** Material shown follows **
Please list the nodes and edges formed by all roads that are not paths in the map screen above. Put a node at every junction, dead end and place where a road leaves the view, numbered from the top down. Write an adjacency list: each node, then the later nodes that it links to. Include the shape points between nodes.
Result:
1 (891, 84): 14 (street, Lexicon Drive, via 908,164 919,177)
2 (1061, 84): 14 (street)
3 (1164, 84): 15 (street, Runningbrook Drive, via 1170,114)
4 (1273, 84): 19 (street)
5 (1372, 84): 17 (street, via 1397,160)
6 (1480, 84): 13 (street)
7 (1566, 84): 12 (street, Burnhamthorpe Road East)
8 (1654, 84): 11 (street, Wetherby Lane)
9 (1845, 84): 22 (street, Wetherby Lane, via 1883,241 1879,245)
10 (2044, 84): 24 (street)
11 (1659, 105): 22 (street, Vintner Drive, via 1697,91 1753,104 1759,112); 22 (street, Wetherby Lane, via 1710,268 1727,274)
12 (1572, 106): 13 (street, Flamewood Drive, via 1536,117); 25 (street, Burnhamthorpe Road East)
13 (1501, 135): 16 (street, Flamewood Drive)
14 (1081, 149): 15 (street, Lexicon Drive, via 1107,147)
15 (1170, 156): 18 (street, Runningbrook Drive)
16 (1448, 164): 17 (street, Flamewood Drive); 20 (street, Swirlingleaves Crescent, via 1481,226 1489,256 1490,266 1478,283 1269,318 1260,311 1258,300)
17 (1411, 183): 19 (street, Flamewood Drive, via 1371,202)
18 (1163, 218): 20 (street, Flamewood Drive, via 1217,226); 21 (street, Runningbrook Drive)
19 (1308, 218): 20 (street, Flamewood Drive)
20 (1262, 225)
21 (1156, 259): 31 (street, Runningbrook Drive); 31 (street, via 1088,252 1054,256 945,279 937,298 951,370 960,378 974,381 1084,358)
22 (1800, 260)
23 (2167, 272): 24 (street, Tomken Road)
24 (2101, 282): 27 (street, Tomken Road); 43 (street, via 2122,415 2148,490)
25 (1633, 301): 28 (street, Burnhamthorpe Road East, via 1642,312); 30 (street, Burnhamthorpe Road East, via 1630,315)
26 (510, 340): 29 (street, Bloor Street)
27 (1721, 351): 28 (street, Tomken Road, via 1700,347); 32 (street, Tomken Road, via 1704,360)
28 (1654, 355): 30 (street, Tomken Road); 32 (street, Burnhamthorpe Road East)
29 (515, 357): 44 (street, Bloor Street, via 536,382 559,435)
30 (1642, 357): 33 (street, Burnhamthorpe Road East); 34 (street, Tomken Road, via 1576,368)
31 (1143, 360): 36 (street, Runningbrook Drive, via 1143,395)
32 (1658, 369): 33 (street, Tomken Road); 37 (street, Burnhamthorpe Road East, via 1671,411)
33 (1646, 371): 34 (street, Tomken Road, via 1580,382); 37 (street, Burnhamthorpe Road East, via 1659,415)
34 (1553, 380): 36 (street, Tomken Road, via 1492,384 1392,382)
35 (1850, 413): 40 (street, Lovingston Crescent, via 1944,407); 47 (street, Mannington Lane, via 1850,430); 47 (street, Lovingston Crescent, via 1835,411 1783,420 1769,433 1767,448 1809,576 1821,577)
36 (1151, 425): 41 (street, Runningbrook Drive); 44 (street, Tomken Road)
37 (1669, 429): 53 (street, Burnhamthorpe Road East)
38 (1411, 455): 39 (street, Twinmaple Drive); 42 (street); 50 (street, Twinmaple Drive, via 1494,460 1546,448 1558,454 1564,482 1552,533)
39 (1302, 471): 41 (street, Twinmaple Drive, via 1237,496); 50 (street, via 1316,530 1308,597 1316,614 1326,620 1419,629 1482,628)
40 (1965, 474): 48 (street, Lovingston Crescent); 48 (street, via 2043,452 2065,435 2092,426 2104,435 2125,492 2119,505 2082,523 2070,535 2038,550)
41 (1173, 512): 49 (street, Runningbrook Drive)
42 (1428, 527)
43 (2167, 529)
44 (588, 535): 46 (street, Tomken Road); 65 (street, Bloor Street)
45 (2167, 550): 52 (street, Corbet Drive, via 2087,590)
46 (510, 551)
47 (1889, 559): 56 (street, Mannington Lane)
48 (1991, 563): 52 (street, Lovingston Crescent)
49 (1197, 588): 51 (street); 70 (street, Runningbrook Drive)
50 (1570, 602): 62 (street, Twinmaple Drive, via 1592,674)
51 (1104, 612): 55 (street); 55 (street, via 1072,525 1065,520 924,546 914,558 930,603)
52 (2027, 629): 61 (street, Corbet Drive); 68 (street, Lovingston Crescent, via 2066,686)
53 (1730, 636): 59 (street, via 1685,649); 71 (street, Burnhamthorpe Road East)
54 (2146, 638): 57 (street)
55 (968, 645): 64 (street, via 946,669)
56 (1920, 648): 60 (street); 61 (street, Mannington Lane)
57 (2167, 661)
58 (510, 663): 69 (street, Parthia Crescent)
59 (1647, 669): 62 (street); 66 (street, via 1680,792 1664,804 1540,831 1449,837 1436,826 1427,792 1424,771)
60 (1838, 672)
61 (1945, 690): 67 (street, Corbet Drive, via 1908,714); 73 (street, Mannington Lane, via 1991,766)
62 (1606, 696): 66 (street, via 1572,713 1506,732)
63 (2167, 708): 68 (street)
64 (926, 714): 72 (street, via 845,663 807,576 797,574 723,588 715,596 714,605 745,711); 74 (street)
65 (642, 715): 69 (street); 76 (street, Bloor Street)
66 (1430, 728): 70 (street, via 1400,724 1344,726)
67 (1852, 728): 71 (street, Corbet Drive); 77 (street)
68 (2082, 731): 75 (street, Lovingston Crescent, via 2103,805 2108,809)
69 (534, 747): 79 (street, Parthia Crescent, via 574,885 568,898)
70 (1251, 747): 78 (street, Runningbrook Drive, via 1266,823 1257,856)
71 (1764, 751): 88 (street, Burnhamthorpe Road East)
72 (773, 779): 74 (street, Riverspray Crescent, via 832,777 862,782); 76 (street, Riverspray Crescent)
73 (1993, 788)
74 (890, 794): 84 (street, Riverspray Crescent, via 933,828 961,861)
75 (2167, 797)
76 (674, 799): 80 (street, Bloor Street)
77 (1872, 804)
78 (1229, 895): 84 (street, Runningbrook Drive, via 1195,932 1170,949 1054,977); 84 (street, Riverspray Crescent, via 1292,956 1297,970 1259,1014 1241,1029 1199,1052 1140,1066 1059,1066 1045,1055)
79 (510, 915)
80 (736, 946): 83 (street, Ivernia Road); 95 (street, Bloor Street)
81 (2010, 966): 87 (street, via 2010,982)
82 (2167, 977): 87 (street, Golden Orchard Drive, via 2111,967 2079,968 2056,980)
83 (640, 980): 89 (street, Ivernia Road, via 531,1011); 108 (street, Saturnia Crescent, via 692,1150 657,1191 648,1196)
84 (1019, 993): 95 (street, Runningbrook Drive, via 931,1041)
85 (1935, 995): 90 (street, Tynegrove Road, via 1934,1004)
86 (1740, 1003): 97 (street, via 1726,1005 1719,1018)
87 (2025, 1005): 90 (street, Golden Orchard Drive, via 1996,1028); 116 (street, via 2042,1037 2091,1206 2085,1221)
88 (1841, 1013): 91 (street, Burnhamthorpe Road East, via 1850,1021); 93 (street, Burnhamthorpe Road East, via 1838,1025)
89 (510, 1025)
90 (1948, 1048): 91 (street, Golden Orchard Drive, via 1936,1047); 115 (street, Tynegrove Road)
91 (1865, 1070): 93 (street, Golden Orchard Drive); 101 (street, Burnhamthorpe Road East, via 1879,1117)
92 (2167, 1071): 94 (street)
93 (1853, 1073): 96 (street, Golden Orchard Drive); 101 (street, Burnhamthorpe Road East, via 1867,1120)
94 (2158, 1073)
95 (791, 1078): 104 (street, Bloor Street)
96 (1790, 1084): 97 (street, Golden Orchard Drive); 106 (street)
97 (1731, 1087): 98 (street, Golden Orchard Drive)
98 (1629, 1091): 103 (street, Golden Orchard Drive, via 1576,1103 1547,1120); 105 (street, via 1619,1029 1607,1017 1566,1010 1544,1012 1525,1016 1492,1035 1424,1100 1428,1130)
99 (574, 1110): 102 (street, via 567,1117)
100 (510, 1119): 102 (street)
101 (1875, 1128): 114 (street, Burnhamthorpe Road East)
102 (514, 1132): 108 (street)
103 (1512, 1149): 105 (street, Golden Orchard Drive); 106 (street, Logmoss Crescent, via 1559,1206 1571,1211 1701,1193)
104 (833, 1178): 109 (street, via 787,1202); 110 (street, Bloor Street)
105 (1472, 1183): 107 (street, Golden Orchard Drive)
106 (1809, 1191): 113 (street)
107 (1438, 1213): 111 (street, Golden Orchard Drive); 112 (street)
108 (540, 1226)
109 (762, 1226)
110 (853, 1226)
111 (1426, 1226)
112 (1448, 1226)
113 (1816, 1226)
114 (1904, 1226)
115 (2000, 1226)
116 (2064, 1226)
** End of Material shown **
Within the entries above, how many lines contain "Corbet"? Respond with the number only.

→ **Solution to the problem**:
4